The son of a World War Two Yugoslav partisan killed in 1945, Mladic was a general in the old communist Yugoslav People's Army (JNA) when the multinational Balkan republic began to disintegrate in 1991 with the secession of Slovenia and Croatia.
When Bosnia's Serbs rose up in response to a referendum for independence by Muslims and Croats, Mladic took over Belgrade's forces in Bosnia which swiftly overran 70 percent of the country with a combination of daring, ruthlessness and brutality.
Serb paramilitaries entered the conflict with a campaign of murder, rape, mutilation and expulsion mainly against Bosnian Muslims. Dozens of towns were besieged with heavy weapons and villages were burned down as 22,000 U.N. peacekeeping troops stood by more or less helplessly, with orders not to take sides.
Mladic had a cameraman film the blitz of the Muslim enclave of Srebrenica, showing him bronzed and fit at 53, extolling his "lads" and haranguing hapless Dutch U.N. peacekeepers who took his soldier's word that the inhabitants would be safe.
Instead, 8,000 of them were systematically executed in a massacre that took several days in July 1995.
TV footage showed Mladic asserting that he had "liberated" Srebrenica and gifted it to Serbs as revenge against "Turks" who ruled the region when it was part of the Ottoman Empire.

SREBRENICA SLAUGHTER
Muslim men and boys were separated from women, stripped of identification then shot. The dead were bulldozed into mass graves. The remains were later dug up and hauled away in trucks to be better hidden from the world in more remote mass graves.
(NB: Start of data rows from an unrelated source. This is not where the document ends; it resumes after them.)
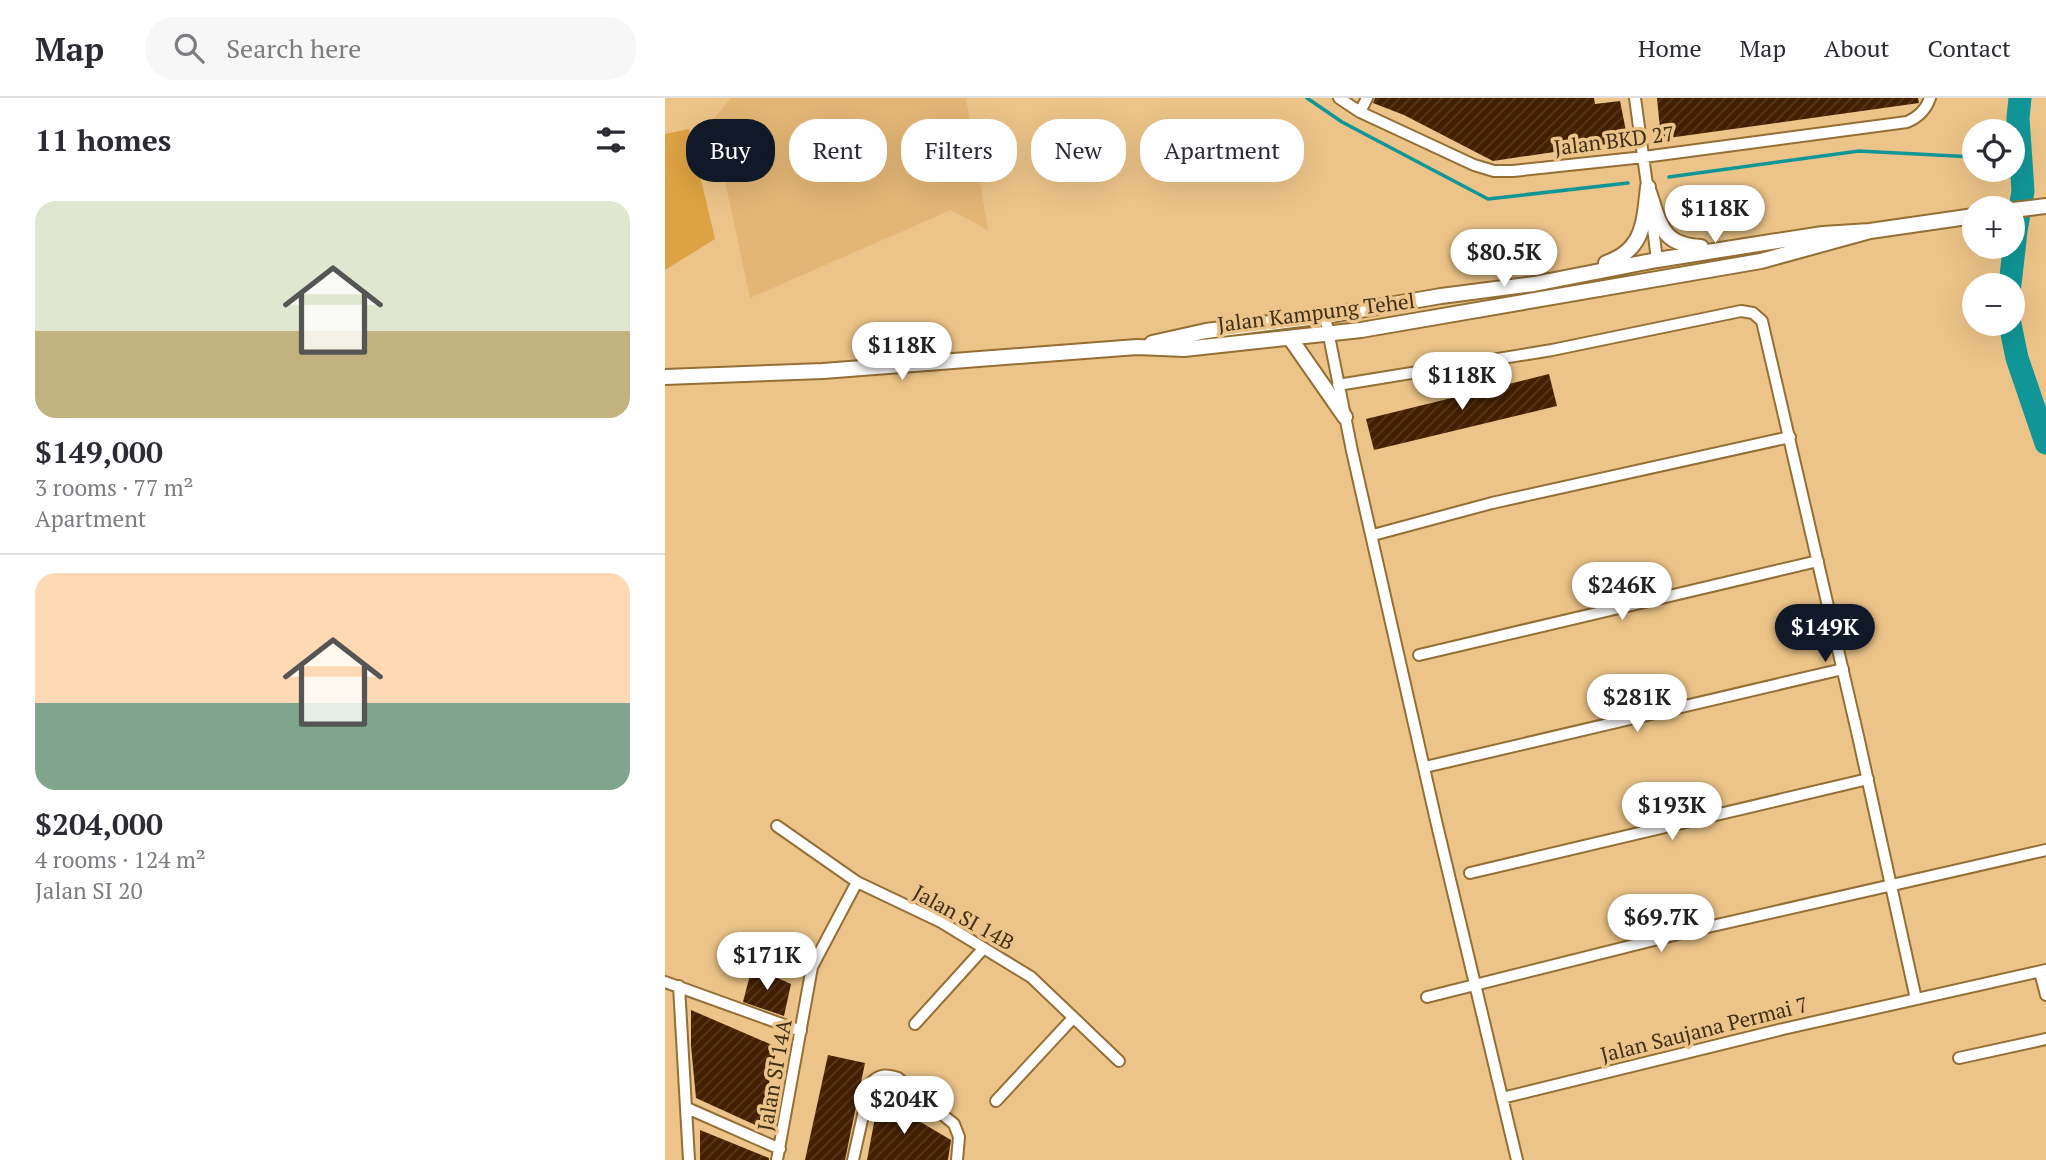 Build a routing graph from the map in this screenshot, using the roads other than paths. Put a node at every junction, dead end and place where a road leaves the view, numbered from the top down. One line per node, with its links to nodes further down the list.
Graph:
1 (1339, 98): 5 (street, Jalan BKD 27)
2 (1367, 98): 5 (street)
3 (1635, 98): 6 (street)
4 (1930, 98): 6 (street, Jalan BKD 27)
5 (1360, 111): 6 (street, Jalan BKD 27)
6 (1644, 157): 7 (street)
7 (1648, 187): 12 (main road); 13 (street); 15 (main road)
8 (2046, 206): 9 (main road)
9 (2025, 209)
10 (1962, 218): 11 (main road, Jalan Kampung Tehel)
11 (1870, 231): 12 (main road, Jalan Kampung Tehel); 14 (main road, Jalan Kampung Tehel)
12 (1777, 241): 13 (main road, Jalan Kampung Tehel)
13 (1657, 260): 14 (main road); 15 (main road, Jalan Kampung Tehel); 16 (main road)
14 (1761, 261): 16 (main road, Jalan Kampung Tehel)
15 (1534, 284): 17 (main road, Jalan Kampung Tehel)
16 (1480, 311): 18 (main road, Jalan Kampung Tehel)
17 (1325, 316): 18 (street); 20 (main road, Jalan Kampung Tehel)
18 (1328, 334): 19 (main road, Jalan Kampung Tehel); 22 (street)
19 (1290, 338): 20 (main road, Jalan Kampung Tehel); 23 (main road)
20 (1137, 347): 21 (main road, Jalan Kampung Tehel)
21 (665, 377)
22 (1338, 385): 23 (street); 24 (street)
23 (1345, 417): 25 (street)
24 (1790, 437): 25 (street); 26 (street)
25 (1373, 535): 29 (street)
26 (1818, 561): 27 (street); 28 (street)
27 (1419, 655)
28 (1843, 669): 29 (street); 30 (street)
29 (1425, 767): 40 (street)
30 (1868, 779): 33 (street); 35 (street)
31 (777, 825): 34 (street, Jalan SI 14B)
32 (2046, 850): 35 (street)
33 (1470, 873)
34 (857, 882): 36 (street, Jalan SI 14B); 46 (street, Jalan SI 14A)
35 (1890, 885): 40 (street); 43 (street)
36 (983, 948): 44 (street, Jalan SI 14B); 45 (street)
37 (2043, 971): 41 (street); 43 (street, Jalan Saujana Permai 7)
38 (665, 982): 39 (street)
39 (679, 986): 46 (street); 52 (street)
40 (1475, 986): 42 (street); 50 (street)
41 (2046, 995)
42 (1427, 997)
43 (1916, 999): 50 (street, Jalan Saujana Permai 7)
44 (1073, 1018): 49 (street, Jalan SI 14B); 51 (street)
45 (915, 1024)
46 (801, 1031): 53 (street, Jalan SI 14A)
47 (2046, 1039): 48 (street)
48 (1959, 1058)
49 (1119, 1060)
50 (1502, 1098): 57 (street)
51 (996, 1101)
52 (687, 1108): 53 (street); 54 (street)
53 (779, 1155)
54 (689, 1160)
55 (853, 1160): 56 (street)
56 (957, 1160)
57 (1517, 1160)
Over 6,900 victims have since been identified by DNA tests.
The massacre was the grim culmination of a 3-1/2-year conflict in which the beefy general had pounded Sarajevo daily with the entire Bosnian Serb arsenal, killing over 11,000 people, until local sports fields were overflowing with graves.
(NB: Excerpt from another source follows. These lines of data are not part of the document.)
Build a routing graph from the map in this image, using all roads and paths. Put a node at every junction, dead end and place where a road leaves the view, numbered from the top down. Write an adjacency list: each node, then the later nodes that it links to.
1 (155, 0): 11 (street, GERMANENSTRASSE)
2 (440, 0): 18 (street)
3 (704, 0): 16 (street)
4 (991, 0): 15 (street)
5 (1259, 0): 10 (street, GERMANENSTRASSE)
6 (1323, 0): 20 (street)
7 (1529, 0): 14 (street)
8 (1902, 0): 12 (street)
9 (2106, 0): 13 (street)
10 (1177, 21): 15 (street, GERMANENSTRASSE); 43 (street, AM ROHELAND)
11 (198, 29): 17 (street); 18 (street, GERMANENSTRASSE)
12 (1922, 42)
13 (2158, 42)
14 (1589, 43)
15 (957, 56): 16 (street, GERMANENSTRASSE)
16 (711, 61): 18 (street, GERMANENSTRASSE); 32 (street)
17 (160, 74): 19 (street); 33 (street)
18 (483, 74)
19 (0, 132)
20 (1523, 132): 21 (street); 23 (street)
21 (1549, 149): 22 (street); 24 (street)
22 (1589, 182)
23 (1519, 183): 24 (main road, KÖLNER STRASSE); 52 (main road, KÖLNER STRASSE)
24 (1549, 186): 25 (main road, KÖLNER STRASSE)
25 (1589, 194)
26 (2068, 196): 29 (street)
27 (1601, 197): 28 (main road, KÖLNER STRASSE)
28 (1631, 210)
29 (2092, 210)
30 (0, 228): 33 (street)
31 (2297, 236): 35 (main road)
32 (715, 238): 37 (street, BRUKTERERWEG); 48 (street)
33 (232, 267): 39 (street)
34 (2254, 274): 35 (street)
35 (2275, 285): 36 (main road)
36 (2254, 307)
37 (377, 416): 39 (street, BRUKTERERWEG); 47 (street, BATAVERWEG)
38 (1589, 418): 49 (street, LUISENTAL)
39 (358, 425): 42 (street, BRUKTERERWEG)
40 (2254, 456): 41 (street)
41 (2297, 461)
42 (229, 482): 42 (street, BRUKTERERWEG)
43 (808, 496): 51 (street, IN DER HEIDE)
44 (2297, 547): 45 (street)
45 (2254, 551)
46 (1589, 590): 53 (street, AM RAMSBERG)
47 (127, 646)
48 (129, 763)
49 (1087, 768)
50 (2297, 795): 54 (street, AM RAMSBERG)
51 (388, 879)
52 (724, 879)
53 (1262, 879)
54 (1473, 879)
His goal, ICTY prosecutors said, was ethnic cleansing - the forcible extermination or expulsion of Muslims, Croats and other non-Serbs to clear Bosnian lands for a "Greater Serbia".
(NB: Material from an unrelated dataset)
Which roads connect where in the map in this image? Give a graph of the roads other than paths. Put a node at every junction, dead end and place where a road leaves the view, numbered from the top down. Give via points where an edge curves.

Prosecutors said it was a conspiracy in which Mladic and Karadzic were aided, armed and abetted by Milosevic.
Only a combination of Western pressure and covert American arms and training for Croats and Muslims turned the tide in 1995 against Mladic's army, ultimately depriving it of equipment and fuel supplies from Serbia. NATO air strikes did the rest.
He spent only half his time at large as a hunted fugitive. Even after Milosevic fell to a pro-democracy uprising in 2000, Mladic remained well protected in various Belgrade apartments until 2005.
He received treatment at a top military hospital. Sporadic sightings put him at a Belgrade horse race or soccer match.
When finally arrested in the shabby rural farmhouse, he put up no resistance. His right arm was lame, the apparent result of an untreated stroke.
His trial had to be delayed over and over because of his shaky health. Yet in court, Mladic grinned as a judge read out the charges of genocide, war crimes and crimes against humanity.
Srebrenica massacre survivors attending one hearing were shocked when he made a throat-slitting gesture towards a Muslim woman who had lost her husband, son and several brothers.
In 2014, he refused to give evidence in support of old ally Karadzic, calling the tribunal a "satanic court".
Whatever the verdict on Wednesday, Mladic's trial is unlikely to further post-war reconciliation in Bosnia.
The U.S.-brokered Dayton Accords of 1995 halted the bloodshed by dividing Bosnia into a semi-autonomous Serb Republic entity and a Bosniak-Croat Federation. This did not heal ethnic splits or prevent a resurgence of Serb separatism.
Most Bosnian Serbs remain convinced that Mladic is innocent. If he is found guilty, it will only prove their conviction that the Hague tribunal is utterly biased against Serbs.
"I am a very old man ... and I am not important," Mladic told the tribunal. "It matters what kind of legacy I will leave behind, among my people."